- Born: 1636?
- Died: 7 July 1697
- Occupation: satirist

= John Eachard =

English divine and satirist

John Eachard (1636? – 7 July 1697) was an English divine and satirist, noted for his humorous descriptions of the contemporary clergy.

From Yoxford in Suffolk, he was educated at St Catharine's College, Cambridge, of which he became master in 1675 in succession to John Lightfoot. He was created D.D. in 1676 by royal mandate, and was twice (in 1679 and 1695) vice-chancellor of Cambridge University.

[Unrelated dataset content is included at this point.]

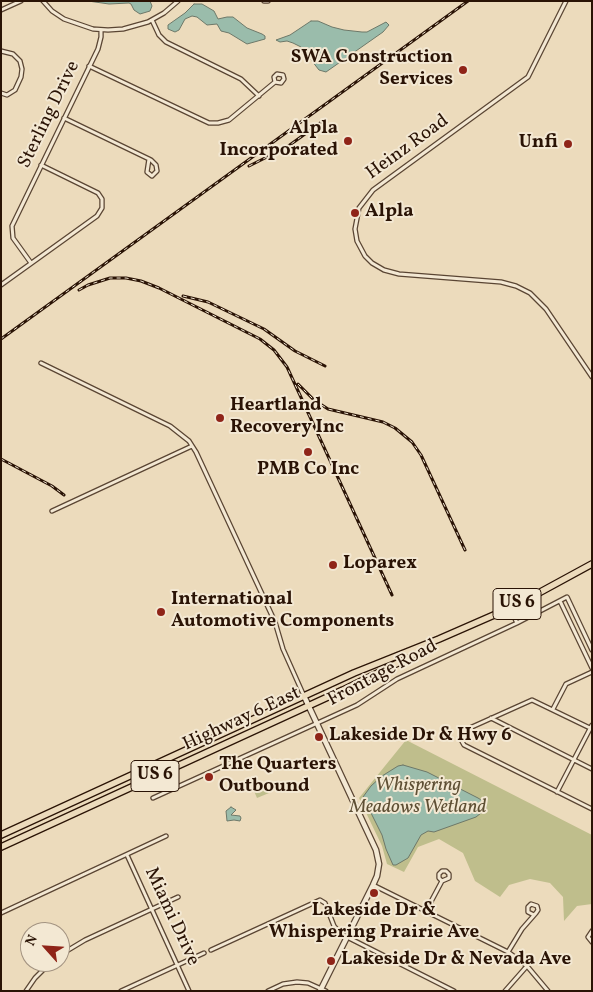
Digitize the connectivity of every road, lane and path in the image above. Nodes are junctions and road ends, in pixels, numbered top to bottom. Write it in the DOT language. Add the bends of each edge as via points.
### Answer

In 1670 he had published anonymously a humorous satire entitled The Ground and Occasions of the Contempt of the Clergy enquired into in a letter written to R. L., which excited much attention and provoked several replies, one of them being from John Owen. These were met by Some Observations, etc., in a second letter to R. L. (1671), written in the same bantering tone as the original work. Eachard attributed the contempt into which the clergy had fallen to their imperfect education, their insufficient incomes, and the want of a true vocation. His descriptions, which were somewhat exaggerated, were largely used by Macaulay in his History of England.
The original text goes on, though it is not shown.